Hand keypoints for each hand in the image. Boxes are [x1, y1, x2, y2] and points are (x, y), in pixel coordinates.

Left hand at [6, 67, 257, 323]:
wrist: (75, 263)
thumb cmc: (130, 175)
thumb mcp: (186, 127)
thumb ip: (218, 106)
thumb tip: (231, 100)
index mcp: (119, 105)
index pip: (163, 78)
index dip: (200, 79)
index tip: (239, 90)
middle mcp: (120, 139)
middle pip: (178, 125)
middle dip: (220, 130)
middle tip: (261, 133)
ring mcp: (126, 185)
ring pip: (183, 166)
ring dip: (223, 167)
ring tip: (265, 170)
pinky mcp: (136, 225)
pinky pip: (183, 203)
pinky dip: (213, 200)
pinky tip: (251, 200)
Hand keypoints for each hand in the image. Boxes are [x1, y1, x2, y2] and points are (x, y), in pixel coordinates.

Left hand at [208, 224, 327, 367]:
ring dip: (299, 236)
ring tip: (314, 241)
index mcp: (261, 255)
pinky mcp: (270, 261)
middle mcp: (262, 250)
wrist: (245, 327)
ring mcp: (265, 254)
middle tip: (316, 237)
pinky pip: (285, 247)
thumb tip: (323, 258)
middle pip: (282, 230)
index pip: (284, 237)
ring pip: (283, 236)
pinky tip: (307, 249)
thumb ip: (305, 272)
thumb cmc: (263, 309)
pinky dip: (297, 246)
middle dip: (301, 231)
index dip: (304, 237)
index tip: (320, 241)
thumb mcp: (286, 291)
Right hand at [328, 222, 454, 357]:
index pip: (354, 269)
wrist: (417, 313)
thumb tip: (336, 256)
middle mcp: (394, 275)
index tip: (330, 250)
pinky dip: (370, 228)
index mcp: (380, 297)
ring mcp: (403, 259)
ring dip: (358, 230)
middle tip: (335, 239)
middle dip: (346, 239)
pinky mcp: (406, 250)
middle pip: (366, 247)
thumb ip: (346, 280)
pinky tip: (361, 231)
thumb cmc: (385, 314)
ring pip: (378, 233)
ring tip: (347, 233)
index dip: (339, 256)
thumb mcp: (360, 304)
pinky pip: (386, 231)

**What is needed:** Give again, word for word, the records from their first line to the one with "thumb cmc: (263, 309)", and leave out all else.

**Written answer:**
Hand keypoints for each hand in the image. Boxes are [x1, y1, x2, y2] and points are (x, y), in pixel coordinates.

Left hand at [6, 67, 257, 323]:
wrist: (75, 263)
thumb cmc: (130, 175)
thumb mcp: (186, 127)
thumb ip: (218, 106)
thumb tip: (231, 100)
index mcp: (119, 105)
index pip: (163, 78)
index dip: (200, 79)
index tip: (239, 90)
middle mcp: (120, 139)
middle pip: (178, 125)
middle dip: (220, 130)
middle tip: (261, 133)
ring mcp: (126, 185)
ring pip: (183, 166)
ring dip: (223, 167)
ring tip: (265, 170)
pinky mcp: (136, 225)
pinky pip: (183, 203)
pinky dip: (213, 200)
pinky tip: (251, 200)
Hand keypoints for each hand in the image. Boxes are [x1, y1, x2, y2] and points are (x, y), in pixel coordinates.

Left hand at [208, 224, 327, 367]:
ring dip: (299, 236)
ring tip: (314, 241)
index mcp: (261, 255)
pinky mcp: (270, 261)
middle mcp: (262, 250)
wrist: (245, 327)
ring mcp: (265, 254)
middle tip: (316, 237)
pinky pip: (285, 247)
thumb tip: (323, 258)
middle pip: (282, 230)
index pip: (284, 237)
ring pip: (283, 236)
pinky tip: (307, 249)
thumb ip: (305, 272)
thumb cmc: (263, 309)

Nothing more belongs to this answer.